Chasser les mauvais esprits, au nom du Christ, quelque soit notre foi, mais pas faire du Christ lui-même un mauvais esprit, donc casser tout lien possible avec lui. La chute.
Je peux être athée, mais pas diaboliser Dieu.
L’installation de Leah Linh nous renvoie au drame d’une rupture avec ce ou celui qui fonde notre foi et donne sens à notre vie.
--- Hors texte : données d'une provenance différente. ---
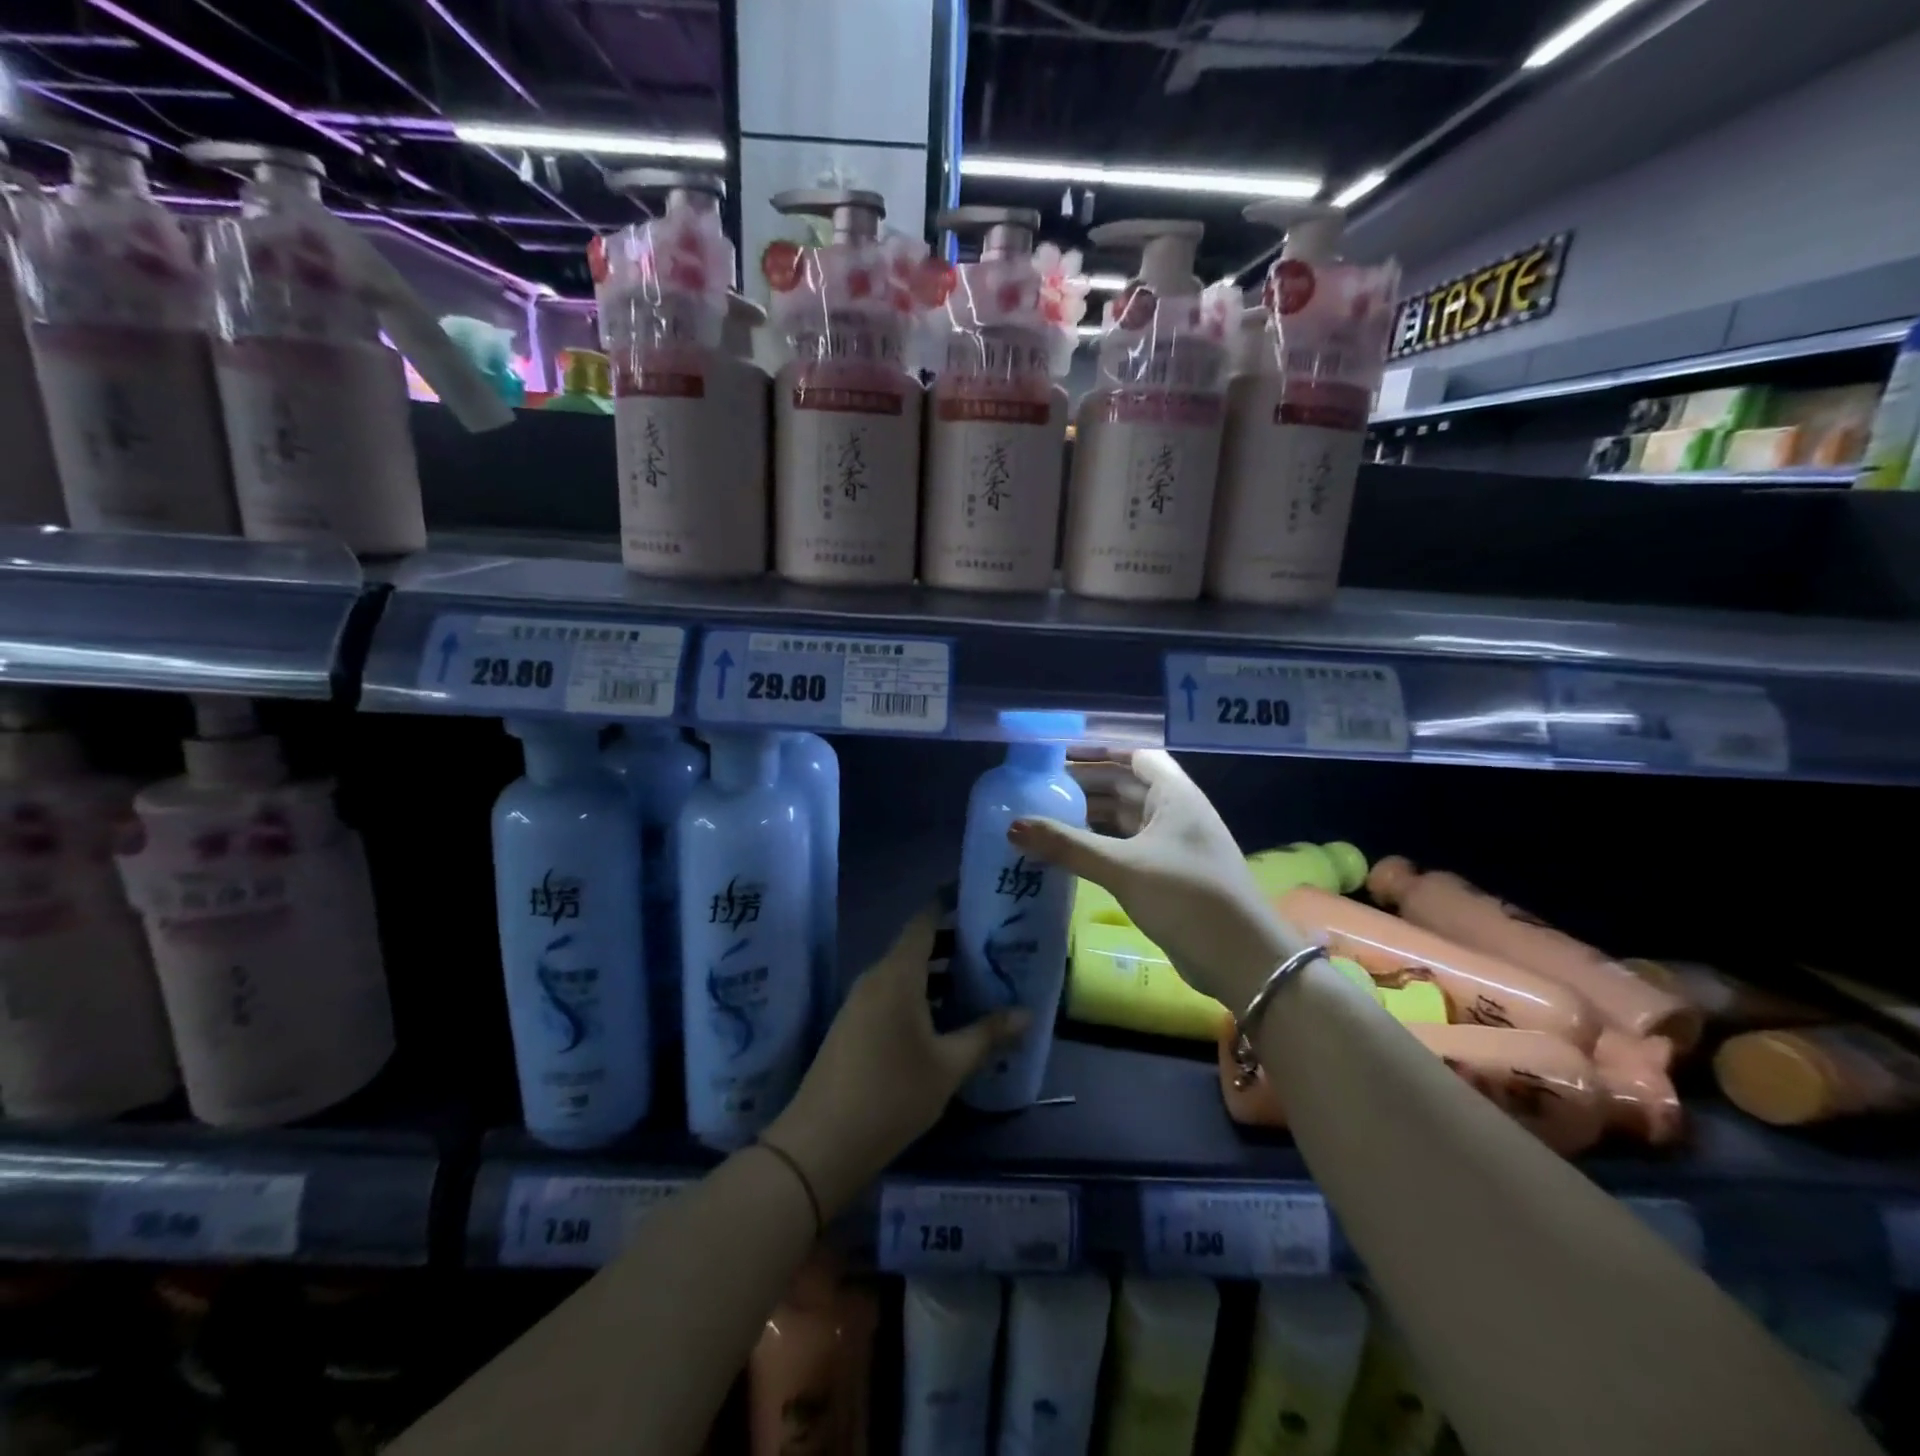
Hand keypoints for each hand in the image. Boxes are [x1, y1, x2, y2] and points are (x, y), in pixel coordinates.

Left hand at [765, 907, 1027, 1215]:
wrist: (821, 1142)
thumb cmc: (892, 1094)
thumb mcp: (949, 1066)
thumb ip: (987, 1035)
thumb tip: (1027, 1014)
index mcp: (898, 973)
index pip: (924, 919)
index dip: (949, 903)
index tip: (978, 896)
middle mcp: (876, 977)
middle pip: (917, 946)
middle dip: (955, 943)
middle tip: (995, 947)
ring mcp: (860, 1002)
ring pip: (906, 973)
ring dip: (939, 974)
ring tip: (980, 982)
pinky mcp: (854, 1025)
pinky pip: (892, 994)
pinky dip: (921, 995)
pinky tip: (947, 1019)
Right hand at [1008, 749, 1307, 1008]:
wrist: (1241, 959)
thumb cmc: (1187, 896)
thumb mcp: (1123, 867)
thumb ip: (1068, 846)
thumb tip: (1013, 826)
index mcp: (1175, 795)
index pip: (1135, 756)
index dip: (1100, 751)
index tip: (1059, 756)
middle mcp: (1176, 812)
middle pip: (1127, 785)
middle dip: (1087, 784)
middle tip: (1041, 788)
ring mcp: (1174, 845)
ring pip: (1126, 818)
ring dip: (1091, 816)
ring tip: (1047, 816)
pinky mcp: (1168, 874)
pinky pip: (1127, 847)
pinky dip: (1100, 844)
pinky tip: (1072, 852)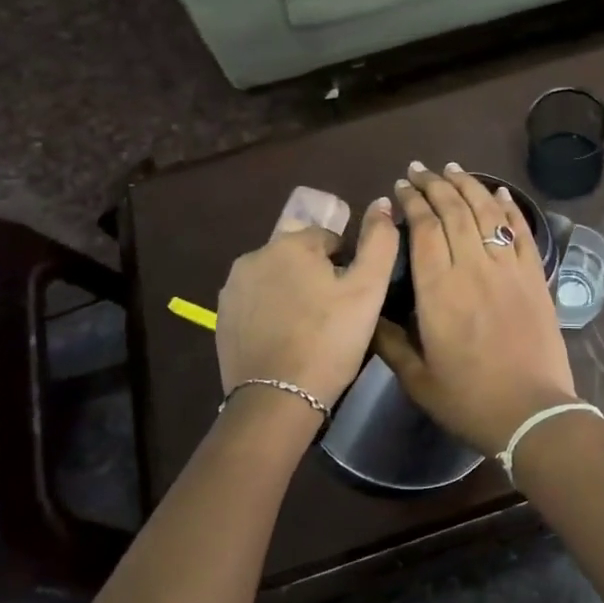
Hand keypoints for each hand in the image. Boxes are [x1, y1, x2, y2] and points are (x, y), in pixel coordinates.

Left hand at [215, 195, 398, 408]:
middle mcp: (254, 255)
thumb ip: (380, 241)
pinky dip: (272, 313)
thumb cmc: (330, 340)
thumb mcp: (369, 289)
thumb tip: (382, 202)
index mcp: (290, 243)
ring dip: (294, 293)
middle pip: (299, 256)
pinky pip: (257, 303)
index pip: (329, 239)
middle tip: (335, 315)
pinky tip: (286, 340)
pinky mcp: (222, 318)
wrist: (277, 400)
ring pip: (277, 278)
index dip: (347, 266)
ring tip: (311, 329)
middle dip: (317, 276)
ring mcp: (233, 288)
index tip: (352, 298)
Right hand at [373, 163, 576, 454]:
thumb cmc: (469, 399)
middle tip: (419, 170)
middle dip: (434, 184)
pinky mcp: (535, 276)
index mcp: (438, 289)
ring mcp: (508, 268)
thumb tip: (373, 317)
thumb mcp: (417, 379)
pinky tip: (500, 192)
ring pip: (486, 212)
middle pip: (453, 210)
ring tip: (453, 169)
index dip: (411, 202)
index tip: (401, 187)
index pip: (423, 228)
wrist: (531, 413)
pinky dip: (510, 207)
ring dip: (468, 185)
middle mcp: (472, 267)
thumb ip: (391, 343)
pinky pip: (521, 231)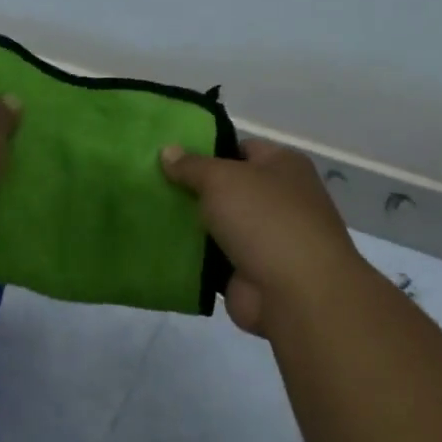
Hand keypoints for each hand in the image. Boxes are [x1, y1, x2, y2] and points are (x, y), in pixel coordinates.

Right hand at [161, 137, 363, 334]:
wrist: (296, 292)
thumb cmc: (265, 219)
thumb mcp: (222, 179)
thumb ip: (192, 166)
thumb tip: (168, 151)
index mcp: (283, 166)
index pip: (242, 148)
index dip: (207, 150)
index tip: (170, 156)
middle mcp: (279, 200)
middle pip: (228, 189)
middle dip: (192, 189)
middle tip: (150, 185)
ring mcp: (266, 239)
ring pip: (218, 226)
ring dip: (189, 226)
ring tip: (146, 215)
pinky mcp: (249, 273)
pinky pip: (213, 260)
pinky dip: (192, 259)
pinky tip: (159, 249)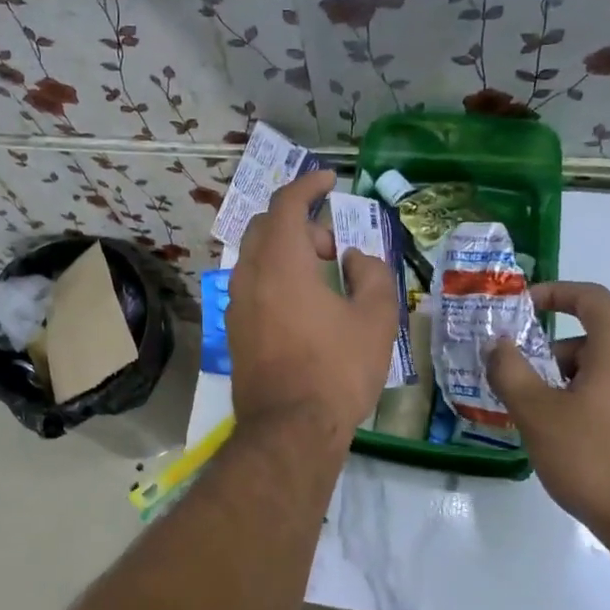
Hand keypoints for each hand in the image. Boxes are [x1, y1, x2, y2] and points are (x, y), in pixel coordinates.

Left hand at [227, 170, 397, 441]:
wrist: (289, 429)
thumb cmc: (337, 370)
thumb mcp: (375, 319)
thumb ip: (371, 274)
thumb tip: (354, 258)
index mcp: (281, 262)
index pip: (287, 204)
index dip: (308, 184)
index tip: (329, 179)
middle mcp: (249, 275)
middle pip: (266, 226)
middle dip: (300, 223)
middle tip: (333, 246)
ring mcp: (236, 303)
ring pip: (256, 256)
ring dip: (287, 251)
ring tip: (322, 276)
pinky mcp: (234, 329)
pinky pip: (252, 284)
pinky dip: (275, 276)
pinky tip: (303, 304)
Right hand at [485, 281, 609, 536]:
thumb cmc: (594, 457)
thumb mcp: (536, 412)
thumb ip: (510, 370)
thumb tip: (497, 344)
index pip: (589, 297)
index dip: (553, 293)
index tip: (522, 307)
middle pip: (596, 338)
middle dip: (554, 354)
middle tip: (523, 382)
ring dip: (573, 381)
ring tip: (545, 417)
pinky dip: (597, 401)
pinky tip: (577, 439)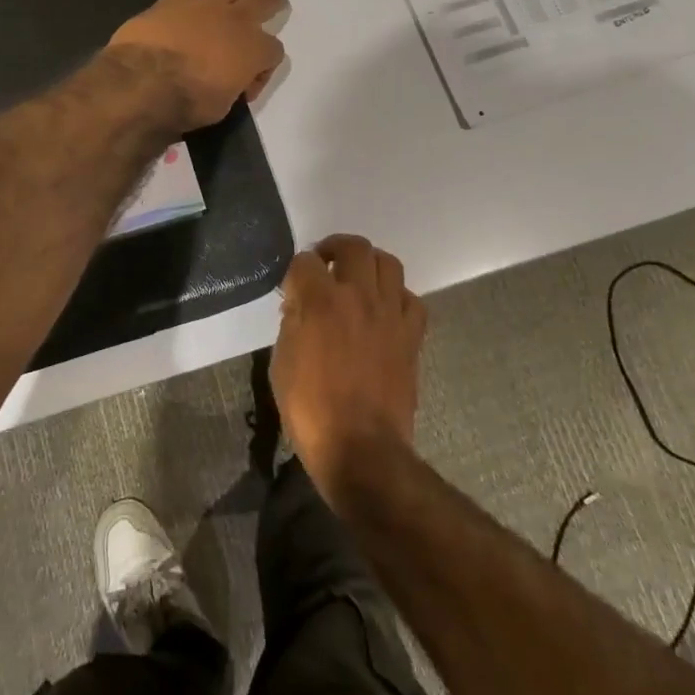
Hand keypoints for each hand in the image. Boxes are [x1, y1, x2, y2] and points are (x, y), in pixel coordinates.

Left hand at [108, 0, 287, 130]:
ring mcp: (204, 6)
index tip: (248, 84)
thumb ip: (232, 87)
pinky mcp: (172, 0)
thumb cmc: (187, 104)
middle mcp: (235, 21)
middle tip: (273, 4)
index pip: (275, 51)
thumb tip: (228, 81)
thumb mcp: (221, 107)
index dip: (265, 67)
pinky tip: (185, 9)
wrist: (142, 83)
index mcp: (253, 51)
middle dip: (273, 1)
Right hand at [272, 234, 426, 509]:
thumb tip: (299, 303)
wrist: (361, 448)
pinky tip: (385, 310)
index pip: (305, 261)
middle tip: (325, 264)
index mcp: (320, 301)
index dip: (296, 272)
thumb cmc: (310, 409)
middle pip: (353, 246)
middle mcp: (358, 296)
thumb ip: (291, 323)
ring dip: (369, 264)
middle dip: (334, 248)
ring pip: (388, 263)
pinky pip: (411, 299)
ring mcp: (390, 313)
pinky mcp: (412, 334)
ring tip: (357, 279)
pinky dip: (397, 297)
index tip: (293, 289)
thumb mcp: (282, 363)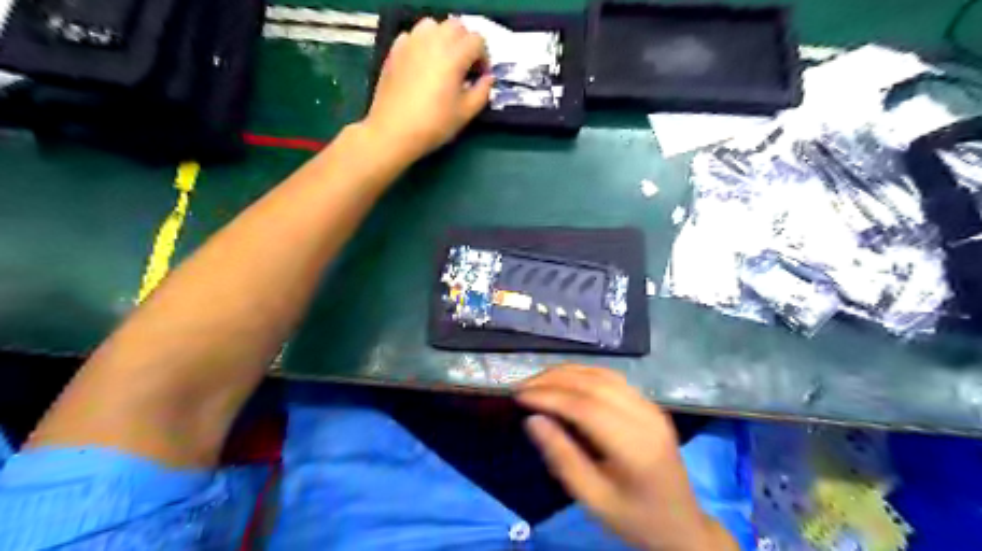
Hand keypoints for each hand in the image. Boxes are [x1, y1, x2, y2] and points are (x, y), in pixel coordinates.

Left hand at [362, 17, 493, 162]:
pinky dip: (422, 43)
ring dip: (443, 38)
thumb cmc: (434, 124)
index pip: (477, 41)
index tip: (480, 76)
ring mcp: (411, 43)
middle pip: (456, 27)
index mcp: (454, 56)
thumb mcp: (466, 113)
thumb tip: (487, 79)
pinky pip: (412, 36)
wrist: (393, 131)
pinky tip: (423, 64)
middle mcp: (433, 41)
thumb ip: (482, 92)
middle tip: (465, 66)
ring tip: (443, 61)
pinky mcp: (395, 51)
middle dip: (465, 43)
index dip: (484, 57)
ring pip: (432, 25)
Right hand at [515, 365, 735, 550]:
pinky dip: (583, 374)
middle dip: (553, 379)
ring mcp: (651, 407)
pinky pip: (612, 379)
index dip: (549, 396)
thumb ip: (562, 458)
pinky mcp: (649, 404)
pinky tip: (564, 380)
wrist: (682, 526)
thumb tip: (532, 420)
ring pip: (603, 375)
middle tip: (522, 386)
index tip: (518, 396)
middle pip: (594, 384)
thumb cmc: (634, 519)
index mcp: (635, 447)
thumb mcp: (593, 499)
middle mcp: (646, 417)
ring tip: (537, 381)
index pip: (585, 407)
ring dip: (566, 373)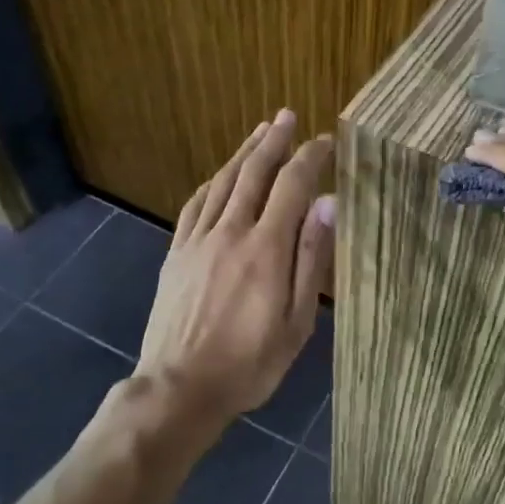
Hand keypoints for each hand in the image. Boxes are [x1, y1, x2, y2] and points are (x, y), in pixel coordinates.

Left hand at [136, 110, 334, 427]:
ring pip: (223, 183)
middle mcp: (231, 232)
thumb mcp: (296, 321)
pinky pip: (195, 205)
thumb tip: (327, 204)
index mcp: (266, 249)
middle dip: (273, 141)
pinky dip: (212, 182)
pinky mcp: (177, 253)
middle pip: (254, 174)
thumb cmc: (250, 362)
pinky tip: (220, 176)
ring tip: (259, 133)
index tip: (324, 142)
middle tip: (286, 116)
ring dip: (242, 154)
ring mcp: (198, 241)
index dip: (309, 159)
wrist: (179, 388)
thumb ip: (311, 258)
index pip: (292, 186)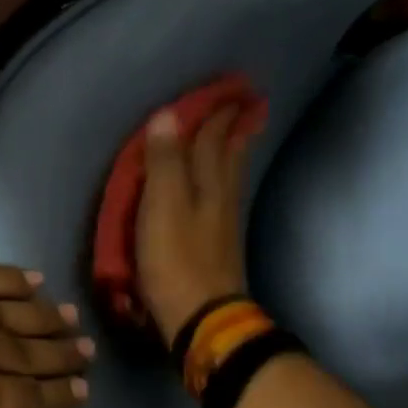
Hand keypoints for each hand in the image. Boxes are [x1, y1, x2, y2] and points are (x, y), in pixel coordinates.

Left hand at [0, 246, 91, 407]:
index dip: (62, 394)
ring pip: (12, 305)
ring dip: (45, 315)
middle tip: (84, 352)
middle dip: (62, 354)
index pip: (33, 394)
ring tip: (68, 318)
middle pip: (30, 347)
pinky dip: (11, 278)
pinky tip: (32, 279)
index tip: (81, 390)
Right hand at [136, 103, 259, 346]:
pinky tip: (221, 188)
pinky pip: (224, 198)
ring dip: (233, 152)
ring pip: (230, 177)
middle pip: (229, 156)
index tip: (229, 89)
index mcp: (208, 185)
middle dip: (234, 129)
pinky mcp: (219, 246)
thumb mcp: (162, 207)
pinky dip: (225, 181)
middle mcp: (221, 198)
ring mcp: (223, 224)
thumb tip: (167, 115)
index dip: (217, 114)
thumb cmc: (176, 260)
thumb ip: (164, 162)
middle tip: (245, 106)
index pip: (213, 139)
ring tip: (237, 136)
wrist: (202, 318)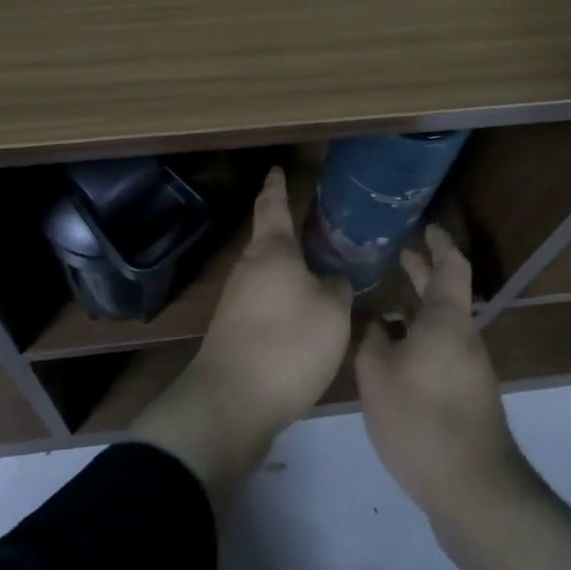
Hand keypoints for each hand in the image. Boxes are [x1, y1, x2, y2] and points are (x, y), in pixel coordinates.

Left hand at [129, 166, 352, 504]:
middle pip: (269, 241)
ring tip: (318, 274)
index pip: (273, 206)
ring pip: (267, 273)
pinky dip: (284, 300)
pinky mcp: (234, 329)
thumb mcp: (332, 312)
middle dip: (289, 233)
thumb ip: (337, 287)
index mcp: (272, 250)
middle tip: (317, 228)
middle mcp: (248, 267)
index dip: (276, 186)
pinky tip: (303, 317)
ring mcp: (236, 299)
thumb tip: (333, 278)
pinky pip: (264, 302)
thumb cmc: (288, 342)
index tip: (277, 169)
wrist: (233, 400)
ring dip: (289, 271)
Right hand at [358, 226, 570, 569]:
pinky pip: (435, 349)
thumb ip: (368, 335)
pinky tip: (386, 351)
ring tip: (378, 300)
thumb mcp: (377, 371)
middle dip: (420, 270)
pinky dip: (413, 337)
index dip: (437, 241)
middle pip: (443, 292)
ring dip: (412, 307)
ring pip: (437, 324)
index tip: (422, 225)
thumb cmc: (422, 417)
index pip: (450, 264)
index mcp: (445, 318)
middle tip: (392, 251)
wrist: (472, 490)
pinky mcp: (462, 396)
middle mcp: (461, 336)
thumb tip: (366, 315)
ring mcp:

Ange ou démon, qui sommes-nous ?
Cependant, qu’est-ce que verriez-vous dans cette œuvre si titre il n’y avait pas ?
En ce début de l’année 2025 un tableau de l’artiste veveysan Armin Kressmann invite les visiteurs et visiteuses de l’église Sainte-Claire à méditer sur l’avenir, le sien et celui du tel qu’il est aujourd’hui. Il est accompagné d’une prière qui s’inscrit dans la tradition des psaumes bibliques :
Quelles couleurs, Seigneur, aura cette année 2025 ? Sombres ?
Sur fond blanc. Innocence. Ils meurent, les innocents.